ABOUT THIS TASK: "roads" appears in how many lines of the entries? State only the number.

________________________________________

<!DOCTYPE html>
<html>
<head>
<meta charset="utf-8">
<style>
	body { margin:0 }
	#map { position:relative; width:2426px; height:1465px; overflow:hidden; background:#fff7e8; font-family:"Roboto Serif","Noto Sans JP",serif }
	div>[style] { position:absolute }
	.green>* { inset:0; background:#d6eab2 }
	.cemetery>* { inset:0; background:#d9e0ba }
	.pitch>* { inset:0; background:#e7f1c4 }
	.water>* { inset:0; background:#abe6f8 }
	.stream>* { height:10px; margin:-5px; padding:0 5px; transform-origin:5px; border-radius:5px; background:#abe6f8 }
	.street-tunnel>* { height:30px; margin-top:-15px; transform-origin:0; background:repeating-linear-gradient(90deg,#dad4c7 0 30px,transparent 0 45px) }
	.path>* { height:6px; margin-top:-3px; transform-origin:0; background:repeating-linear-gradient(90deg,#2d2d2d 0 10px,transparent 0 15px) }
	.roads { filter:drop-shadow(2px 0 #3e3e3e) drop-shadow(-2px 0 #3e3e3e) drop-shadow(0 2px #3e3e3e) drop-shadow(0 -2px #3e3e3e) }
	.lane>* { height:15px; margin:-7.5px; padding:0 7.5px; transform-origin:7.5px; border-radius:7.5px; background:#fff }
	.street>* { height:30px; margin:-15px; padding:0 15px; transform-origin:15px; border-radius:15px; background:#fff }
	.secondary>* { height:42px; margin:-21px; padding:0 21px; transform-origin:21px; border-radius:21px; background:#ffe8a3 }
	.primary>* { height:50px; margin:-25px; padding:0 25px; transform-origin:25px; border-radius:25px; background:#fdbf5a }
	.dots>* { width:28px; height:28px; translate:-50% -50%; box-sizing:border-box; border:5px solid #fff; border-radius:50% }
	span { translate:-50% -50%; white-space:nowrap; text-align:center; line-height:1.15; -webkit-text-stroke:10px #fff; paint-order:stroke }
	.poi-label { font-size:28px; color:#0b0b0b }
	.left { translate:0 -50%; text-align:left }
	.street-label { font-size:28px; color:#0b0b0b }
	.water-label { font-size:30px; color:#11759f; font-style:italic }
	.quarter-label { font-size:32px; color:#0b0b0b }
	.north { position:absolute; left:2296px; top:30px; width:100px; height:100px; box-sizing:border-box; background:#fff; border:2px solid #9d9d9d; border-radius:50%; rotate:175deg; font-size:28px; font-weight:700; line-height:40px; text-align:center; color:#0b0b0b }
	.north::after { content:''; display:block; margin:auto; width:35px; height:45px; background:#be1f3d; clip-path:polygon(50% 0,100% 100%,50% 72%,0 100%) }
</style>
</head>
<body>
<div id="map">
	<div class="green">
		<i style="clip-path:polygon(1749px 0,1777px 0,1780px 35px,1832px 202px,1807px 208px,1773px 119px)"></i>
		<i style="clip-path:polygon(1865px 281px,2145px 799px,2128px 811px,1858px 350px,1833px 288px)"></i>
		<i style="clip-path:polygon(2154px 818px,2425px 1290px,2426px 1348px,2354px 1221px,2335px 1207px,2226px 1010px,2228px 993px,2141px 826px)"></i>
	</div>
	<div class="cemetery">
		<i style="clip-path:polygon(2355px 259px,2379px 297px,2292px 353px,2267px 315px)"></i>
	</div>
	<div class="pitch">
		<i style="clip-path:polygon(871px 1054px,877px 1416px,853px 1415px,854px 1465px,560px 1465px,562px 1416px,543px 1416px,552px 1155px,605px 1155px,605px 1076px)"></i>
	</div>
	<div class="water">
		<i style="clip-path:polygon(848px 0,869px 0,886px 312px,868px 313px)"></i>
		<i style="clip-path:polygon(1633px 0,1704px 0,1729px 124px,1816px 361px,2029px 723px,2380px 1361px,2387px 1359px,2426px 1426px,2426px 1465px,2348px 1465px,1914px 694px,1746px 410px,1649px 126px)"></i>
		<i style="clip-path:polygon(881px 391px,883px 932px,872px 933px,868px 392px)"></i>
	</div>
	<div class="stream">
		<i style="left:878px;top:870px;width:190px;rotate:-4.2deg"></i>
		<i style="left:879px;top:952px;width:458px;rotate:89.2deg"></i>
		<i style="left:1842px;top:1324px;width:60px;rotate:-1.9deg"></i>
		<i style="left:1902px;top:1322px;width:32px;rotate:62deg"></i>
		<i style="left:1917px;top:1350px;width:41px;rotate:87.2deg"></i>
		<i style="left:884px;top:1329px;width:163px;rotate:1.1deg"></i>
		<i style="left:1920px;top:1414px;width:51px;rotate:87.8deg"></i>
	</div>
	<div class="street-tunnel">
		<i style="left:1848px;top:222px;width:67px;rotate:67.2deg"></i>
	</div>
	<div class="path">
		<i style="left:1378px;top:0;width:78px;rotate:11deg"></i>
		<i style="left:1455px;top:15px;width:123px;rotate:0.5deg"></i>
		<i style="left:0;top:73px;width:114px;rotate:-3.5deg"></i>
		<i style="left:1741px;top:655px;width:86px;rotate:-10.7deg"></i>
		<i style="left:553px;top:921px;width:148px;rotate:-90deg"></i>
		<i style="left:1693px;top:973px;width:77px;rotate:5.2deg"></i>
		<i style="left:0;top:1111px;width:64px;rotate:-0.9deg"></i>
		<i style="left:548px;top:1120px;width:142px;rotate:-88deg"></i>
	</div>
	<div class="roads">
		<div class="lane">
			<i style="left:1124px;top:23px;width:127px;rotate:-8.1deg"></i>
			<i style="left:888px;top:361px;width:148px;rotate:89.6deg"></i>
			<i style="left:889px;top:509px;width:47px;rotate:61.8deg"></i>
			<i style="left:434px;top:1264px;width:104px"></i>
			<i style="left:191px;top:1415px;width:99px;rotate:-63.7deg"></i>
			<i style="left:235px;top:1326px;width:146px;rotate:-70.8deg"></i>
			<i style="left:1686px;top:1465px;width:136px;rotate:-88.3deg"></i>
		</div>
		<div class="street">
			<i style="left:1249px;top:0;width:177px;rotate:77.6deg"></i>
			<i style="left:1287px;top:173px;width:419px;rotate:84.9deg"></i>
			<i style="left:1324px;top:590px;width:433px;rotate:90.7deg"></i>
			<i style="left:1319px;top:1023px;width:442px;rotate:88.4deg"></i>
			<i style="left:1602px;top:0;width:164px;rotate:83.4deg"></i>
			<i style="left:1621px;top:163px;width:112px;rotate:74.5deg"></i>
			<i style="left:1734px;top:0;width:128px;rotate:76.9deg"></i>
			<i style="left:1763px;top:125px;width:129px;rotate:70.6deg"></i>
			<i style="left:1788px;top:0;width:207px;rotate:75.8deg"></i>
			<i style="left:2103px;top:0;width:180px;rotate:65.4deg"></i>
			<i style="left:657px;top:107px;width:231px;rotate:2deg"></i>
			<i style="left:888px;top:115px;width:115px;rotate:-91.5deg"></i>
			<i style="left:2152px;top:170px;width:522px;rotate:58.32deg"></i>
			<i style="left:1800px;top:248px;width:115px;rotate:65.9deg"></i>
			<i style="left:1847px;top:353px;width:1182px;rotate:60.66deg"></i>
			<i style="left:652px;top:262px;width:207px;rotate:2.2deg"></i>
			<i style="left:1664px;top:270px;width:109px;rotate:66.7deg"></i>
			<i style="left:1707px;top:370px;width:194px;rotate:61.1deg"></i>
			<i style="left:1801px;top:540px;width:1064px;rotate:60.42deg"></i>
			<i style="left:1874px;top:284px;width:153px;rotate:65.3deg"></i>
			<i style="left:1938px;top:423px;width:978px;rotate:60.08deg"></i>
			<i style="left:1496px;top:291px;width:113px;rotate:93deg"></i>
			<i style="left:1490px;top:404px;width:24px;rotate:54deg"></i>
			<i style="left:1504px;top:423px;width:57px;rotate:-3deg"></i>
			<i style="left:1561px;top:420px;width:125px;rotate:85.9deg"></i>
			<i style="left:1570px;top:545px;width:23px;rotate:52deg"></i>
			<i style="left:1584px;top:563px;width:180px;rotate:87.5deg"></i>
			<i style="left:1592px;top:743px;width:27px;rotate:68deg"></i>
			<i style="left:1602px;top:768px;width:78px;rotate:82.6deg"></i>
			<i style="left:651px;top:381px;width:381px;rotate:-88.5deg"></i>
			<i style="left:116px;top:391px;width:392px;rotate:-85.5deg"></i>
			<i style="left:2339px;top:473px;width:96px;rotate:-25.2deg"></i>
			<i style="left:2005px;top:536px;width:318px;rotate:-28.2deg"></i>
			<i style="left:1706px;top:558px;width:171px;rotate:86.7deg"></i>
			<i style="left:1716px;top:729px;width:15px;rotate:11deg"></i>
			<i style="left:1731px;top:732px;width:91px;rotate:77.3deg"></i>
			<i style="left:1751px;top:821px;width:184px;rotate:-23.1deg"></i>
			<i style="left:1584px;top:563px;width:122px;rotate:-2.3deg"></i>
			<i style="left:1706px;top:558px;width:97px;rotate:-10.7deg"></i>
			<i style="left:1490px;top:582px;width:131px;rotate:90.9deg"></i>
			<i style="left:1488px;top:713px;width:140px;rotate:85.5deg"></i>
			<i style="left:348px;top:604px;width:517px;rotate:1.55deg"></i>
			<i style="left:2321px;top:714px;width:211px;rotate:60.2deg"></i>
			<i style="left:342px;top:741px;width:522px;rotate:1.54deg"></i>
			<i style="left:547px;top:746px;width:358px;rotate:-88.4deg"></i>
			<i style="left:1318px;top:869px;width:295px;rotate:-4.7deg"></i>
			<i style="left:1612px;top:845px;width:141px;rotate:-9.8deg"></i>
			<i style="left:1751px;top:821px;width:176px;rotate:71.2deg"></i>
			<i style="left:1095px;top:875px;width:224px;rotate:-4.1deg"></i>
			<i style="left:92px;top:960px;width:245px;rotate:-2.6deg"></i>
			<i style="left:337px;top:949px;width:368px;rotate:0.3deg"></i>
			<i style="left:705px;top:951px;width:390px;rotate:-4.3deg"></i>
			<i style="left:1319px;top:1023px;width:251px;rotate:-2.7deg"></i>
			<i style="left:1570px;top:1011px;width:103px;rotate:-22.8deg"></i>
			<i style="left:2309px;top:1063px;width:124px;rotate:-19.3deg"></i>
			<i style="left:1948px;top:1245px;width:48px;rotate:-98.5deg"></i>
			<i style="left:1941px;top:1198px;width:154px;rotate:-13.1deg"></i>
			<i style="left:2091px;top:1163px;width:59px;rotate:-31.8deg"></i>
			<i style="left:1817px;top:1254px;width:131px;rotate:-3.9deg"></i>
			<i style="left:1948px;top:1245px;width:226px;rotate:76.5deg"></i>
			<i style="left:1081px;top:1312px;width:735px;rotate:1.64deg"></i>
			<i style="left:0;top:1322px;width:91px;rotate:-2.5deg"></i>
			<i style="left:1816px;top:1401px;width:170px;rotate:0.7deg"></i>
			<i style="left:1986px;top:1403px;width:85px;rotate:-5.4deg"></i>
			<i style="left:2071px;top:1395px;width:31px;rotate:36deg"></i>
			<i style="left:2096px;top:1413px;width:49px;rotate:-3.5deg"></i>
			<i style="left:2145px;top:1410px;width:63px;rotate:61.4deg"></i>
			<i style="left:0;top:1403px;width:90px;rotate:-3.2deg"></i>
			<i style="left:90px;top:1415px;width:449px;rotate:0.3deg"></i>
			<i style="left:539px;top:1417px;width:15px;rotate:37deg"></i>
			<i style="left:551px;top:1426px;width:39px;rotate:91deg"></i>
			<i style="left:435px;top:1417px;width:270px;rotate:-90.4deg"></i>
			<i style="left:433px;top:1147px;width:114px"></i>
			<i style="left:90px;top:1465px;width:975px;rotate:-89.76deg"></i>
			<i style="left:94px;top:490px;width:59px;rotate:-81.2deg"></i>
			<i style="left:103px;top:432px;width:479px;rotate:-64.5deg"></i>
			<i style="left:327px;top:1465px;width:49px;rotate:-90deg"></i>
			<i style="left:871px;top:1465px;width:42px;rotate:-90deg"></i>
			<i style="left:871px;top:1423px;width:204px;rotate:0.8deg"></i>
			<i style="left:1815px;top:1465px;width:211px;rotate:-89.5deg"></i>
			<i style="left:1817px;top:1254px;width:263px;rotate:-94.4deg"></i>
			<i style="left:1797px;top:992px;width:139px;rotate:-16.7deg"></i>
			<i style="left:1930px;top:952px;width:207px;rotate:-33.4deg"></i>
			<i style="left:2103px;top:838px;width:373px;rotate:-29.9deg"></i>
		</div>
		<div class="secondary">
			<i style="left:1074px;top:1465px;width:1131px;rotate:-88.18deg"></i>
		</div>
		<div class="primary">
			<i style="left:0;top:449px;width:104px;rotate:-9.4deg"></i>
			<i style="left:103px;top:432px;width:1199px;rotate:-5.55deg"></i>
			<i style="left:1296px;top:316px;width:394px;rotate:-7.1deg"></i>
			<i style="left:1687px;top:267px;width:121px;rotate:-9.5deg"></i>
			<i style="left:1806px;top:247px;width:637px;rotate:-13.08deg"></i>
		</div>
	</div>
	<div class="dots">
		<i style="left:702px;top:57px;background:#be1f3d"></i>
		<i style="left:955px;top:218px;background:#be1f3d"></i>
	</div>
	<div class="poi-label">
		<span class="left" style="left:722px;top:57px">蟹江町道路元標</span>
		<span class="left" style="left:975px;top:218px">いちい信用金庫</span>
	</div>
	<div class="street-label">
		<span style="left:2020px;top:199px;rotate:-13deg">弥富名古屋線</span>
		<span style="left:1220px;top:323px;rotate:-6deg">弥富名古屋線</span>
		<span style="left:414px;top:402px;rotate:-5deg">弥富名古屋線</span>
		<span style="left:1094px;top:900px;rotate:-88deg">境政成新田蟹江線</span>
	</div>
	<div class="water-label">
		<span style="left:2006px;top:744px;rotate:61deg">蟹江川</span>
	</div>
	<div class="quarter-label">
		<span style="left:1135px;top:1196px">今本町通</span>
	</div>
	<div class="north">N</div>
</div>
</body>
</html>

________________________________________

RESULT OF THE EXERCISE: 2